Maximalism has earned a reputation for being “over the top”—think riotous colours, clashing patterns and sumptuous textures all in one room. But there is some method to this madness even if it’s not immediately apparent.

“Coming home to so much stuff or colour could feel very claustrophobic for some people. But, for me, maximalism is about showing and having everything that you love around you to fill your cup,” Toronto-based multi-disciplinary designer Tiffany Pratt discloses. Kate Austin, another Toronto-based fashion and home designer, agrees. In her words, a maximalist home radiates “happy chaos” with “prints and patterns of every style all in a jolly jumble.” Her brightly-striped Shigras baskets, handmade by Quechua women in the Andes, immediately come to mind.
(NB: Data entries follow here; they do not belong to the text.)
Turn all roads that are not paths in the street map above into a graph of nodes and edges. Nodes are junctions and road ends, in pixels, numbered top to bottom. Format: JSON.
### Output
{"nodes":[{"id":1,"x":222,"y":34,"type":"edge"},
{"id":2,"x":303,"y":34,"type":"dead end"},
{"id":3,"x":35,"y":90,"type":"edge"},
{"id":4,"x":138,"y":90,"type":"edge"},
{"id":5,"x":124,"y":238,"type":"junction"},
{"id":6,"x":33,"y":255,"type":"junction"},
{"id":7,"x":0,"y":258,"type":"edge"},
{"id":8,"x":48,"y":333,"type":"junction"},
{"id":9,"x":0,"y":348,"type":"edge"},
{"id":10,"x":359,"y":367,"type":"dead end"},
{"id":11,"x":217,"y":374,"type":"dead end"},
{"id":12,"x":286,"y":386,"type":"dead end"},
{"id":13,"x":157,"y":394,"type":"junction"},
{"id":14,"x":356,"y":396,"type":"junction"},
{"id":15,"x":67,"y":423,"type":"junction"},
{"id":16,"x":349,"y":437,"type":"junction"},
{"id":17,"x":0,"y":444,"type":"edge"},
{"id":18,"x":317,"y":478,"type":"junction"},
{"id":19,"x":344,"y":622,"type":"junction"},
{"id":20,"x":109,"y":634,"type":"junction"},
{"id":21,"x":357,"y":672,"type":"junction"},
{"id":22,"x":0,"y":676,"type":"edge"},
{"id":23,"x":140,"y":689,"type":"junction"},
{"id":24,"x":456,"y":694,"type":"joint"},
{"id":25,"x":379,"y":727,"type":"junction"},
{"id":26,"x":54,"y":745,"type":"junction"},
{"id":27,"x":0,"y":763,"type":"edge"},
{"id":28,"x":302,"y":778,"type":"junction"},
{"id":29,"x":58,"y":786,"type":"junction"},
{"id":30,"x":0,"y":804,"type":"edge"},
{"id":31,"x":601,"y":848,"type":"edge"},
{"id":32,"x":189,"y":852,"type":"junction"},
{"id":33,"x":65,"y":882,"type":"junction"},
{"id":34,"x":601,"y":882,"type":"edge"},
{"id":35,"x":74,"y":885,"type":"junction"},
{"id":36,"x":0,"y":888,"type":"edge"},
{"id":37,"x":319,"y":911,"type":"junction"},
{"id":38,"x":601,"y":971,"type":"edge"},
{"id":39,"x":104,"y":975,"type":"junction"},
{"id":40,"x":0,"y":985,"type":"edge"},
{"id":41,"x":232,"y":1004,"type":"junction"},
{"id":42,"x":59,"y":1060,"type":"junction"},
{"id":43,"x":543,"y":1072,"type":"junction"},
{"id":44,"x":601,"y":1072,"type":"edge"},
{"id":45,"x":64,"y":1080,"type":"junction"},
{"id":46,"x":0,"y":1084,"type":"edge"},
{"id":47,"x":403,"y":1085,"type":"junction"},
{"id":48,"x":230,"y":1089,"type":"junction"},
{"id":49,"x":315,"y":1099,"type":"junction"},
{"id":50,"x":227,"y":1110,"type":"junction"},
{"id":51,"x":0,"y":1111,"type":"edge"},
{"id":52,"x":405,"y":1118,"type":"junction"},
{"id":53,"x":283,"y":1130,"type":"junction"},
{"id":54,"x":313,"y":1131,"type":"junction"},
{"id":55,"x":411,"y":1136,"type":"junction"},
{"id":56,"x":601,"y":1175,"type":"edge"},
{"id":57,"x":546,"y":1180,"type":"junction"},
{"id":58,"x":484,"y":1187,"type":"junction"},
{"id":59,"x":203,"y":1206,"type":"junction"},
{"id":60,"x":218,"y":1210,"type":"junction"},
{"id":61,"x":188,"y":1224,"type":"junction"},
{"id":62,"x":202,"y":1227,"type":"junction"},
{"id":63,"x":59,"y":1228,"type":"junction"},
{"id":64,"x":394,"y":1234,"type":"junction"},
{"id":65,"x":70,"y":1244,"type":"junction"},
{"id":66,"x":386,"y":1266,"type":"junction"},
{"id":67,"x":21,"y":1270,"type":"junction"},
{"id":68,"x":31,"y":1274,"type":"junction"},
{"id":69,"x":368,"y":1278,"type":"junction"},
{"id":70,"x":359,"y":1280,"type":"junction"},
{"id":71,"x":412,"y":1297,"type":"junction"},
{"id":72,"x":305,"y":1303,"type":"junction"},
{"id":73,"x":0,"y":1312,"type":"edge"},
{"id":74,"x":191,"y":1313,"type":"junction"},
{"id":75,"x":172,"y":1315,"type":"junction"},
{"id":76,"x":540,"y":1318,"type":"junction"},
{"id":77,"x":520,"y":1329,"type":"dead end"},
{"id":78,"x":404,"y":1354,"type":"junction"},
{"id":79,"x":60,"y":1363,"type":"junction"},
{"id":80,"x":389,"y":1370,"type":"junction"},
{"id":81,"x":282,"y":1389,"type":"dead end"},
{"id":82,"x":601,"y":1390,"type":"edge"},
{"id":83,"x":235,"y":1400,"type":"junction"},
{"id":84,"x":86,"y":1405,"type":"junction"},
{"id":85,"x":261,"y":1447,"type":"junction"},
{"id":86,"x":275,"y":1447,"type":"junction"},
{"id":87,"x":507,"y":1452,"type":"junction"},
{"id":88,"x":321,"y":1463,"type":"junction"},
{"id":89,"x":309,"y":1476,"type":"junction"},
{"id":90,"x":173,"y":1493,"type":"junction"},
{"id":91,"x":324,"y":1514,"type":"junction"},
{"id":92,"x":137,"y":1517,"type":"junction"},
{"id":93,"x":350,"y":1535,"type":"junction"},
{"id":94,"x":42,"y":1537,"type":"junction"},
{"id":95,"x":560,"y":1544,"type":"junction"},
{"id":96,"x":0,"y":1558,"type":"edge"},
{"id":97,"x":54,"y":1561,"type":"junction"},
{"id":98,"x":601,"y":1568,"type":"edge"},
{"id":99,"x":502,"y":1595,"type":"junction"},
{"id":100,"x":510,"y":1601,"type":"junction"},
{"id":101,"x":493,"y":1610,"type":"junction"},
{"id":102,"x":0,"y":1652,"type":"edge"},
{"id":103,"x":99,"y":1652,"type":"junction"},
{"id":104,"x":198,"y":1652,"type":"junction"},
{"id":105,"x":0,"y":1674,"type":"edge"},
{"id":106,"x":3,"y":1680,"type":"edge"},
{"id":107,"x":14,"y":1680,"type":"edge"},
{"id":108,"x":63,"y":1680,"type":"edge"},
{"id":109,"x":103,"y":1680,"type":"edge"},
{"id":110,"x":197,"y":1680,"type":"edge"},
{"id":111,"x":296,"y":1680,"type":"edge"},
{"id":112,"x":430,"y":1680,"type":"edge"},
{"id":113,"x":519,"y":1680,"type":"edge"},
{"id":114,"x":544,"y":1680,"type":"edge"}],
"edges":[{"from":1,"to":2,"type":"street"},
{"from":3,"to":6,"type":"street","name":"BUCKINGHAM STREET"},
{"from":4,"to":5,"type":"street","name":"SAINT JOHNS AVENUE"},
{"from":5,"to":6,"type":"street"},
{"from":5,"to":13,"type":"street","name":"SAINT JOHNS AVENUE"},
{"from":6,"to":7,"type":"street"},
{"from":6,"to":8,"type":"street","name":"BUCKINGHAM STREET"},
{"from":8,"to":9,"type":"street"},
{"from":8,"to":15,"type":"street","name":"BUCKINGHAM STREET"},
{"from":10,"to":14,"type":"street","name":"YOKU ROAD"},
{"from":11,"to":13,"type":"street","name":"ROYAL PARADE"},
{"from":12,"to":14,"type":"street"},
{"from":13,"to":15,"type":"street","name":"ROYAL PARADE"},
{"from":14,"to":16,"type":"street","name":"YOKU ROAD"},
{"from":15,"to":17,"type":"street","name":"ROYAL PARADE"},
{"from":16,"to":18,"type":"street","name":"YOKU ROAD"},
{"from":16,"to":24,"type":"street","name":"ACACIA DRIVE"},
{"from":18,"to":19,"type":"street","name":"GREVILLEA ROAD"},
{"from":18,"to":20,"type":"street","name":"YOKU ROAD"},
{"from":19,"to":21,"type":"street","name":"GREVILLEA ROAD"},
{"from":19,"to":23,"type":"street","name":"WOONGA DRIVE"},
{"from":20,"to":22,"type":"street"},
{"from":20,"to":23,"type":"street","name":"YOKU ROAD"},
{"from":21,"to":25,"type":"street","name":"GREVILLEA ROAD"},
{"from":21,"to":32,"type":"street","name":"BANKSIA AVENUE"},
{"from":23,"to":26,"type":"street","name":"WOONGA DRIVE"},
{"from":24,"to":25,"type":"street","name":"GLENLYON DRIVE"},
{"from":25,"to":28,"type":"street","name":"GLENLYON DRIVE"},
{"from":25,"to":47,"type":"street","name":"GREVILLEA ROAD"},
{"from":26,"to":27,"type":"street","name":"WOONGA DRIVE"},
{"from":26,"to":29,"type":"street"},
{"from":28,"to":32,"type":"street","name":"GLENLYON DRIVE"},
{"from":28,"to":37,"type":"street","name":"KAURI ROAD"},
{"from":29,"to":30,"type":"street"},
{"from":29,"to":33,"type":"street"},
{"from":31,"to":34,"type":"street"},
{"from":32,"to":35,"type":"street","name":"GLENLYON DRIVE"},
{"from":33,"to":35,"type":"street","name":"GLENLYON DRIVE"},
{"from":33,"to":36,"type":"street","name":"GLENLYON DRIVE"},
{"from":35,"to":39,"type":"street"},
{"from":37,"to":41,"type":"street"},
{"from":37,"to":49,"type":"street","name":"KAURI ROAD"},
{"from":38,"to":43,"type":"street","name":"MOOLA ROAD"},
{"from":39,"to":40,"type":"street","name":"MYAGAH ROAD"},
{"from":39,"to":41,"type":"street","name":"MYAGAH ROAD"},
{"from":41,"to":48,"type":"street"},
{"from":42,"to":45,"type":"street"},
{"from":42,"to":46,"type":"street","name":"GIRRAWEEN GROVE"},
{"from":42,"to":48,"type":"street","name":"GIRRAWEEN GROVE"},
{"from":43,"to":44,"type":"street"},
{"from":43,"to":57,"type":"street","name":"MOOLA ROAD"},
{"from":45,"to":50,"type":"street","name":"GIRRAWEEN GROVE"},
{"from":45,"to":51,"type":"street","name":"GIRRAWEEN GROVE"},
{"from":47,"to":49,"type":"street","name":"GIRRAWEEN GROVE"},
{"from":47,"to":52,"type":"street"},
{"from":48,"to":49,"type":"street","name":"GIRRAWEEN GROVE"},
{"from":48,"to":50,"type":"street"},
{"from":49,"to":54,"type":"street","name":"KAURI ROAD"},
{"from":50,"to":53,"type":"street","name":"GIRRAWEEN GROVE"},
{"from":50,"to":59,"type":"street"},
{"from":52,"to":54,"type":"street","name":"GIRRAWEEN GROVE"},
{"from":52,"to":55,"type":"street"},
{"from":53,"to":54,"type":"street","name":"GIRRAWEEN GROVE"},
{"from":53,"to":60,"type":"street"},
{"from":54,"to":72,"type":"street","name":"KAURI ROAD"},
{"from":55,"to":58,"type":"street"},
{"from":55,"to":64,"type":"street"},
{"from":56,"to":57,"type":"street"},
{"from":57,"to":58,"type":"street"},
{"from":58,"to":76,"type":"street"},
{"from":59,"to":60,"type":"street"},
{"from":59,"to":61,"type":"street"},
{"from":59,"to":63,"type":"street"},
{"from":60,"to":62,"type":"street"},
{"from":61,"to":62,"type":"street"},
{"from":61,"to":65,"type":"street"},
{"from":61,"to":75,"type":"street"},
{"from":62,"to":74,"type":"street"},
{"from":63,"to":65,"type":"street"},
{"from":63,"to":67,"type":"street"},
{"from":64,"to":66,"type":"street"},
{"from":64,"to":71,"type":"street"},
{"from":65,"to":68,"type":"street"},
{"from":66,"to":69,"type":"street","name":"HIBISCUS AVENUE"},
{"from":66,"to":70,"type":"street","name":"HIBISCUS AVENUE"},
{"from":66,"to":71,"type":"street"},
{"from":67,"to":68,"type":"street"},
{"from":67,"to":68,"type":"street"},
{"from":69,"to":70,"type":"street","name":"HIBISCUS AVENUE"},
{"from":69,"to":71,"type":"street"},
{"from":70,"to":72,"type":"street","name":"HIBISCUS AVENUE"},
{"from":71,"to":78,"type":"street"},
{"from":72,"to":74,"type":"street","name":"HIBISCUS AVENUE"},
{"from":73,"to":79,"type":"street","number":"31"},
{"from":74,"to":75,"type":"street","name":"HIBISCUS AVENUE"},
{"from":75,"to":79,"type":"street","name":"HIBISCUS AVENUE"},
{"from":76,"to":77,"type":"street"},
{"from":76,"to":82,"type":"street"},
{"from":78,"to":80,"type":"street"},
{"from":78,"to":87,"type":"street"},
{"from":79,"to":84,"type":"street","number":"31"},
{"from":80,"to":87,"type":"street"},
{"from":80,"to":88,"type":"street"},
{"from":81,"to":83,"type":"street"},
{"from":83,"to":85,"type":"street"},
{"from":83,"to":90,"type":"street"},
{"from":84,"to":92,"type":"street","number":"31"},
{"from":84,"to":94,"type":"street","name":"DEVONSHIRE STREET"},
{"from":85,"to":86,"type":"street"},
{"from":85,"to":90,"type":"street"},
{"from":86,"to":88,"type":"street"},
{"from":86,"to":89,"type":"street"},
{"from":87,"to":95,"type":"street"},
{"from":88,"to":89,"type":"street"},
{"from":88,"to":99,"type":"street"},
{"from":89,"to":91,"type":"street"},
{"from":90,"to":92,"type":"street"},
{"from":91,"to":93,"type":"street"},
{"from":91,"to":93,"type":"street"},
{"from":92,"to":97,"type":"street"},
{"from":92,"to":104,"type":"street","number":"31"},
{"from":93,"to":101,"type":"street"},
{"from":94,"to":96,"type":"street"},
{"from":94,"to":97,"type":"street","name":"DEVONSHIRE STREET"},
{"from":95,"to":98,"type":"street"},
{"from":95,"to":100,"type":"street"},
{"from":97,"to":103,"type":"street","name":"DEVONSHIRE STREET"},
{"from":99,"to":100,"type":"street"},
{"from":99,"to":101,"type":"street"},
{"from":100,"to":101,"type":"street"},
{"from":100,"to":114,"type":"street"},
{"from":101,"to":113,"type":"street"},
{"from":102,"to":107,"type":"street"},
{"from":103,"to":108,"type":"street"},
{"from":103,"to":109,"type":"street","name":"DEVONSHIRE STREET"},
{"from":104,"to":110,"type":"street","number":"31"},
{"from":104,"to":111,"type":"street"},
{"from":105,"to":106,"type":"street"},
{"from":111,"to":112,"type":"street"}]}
On why maximalism is having a moment now, both pros cite it as the natural swing of the (design) pendulum. “Minimalism was such a huge trend for so long, and we are craving something different,” Austin muses. “We want art, life, and soul around us—and we have found [that] our homes can be exciting outlets for self-expression.” Pratt, affectionately dubbed the Queen of Colour, asserts, “Maximalism is a way of bringing a sense of comfort and cosiness [into the home].”

Pratt’s description of maximalism fittingly encapsulates Andrew Karrasch’s brand ethos. The founder of Vancouver-based home accessories concept store Details by Mr. K is a self-described “minimal maximalist,” who advocates practicing maximalism in a “restrained” way. His pieces exude an “eclectic, modern and global” vibe, like whimsical animal-shaped rugs from sustainable Dutch brand Doing Goods and patterned cushions that range from refined to rustic.

Bold home accessories, though, aren’t exactly where you should begin when introducing maximalism into the home. Our design experts are unanimous: start with colour. “Find a palette that makes you happy, that you want to live with,” says Austin. “[You] can’t be afraid of colour,” quips Karrasch. Pratt takes it a step further as she strongly believes that colour isn’t simply an aesthetic choice. Rather, it’s intimately connected with the kind of emotions that one wants to convey or usher into a space: “When I became an interior designer, I realized that [I could help] my clients to find colours that would evoke special emotional reactions that they would want to feel when they came home.”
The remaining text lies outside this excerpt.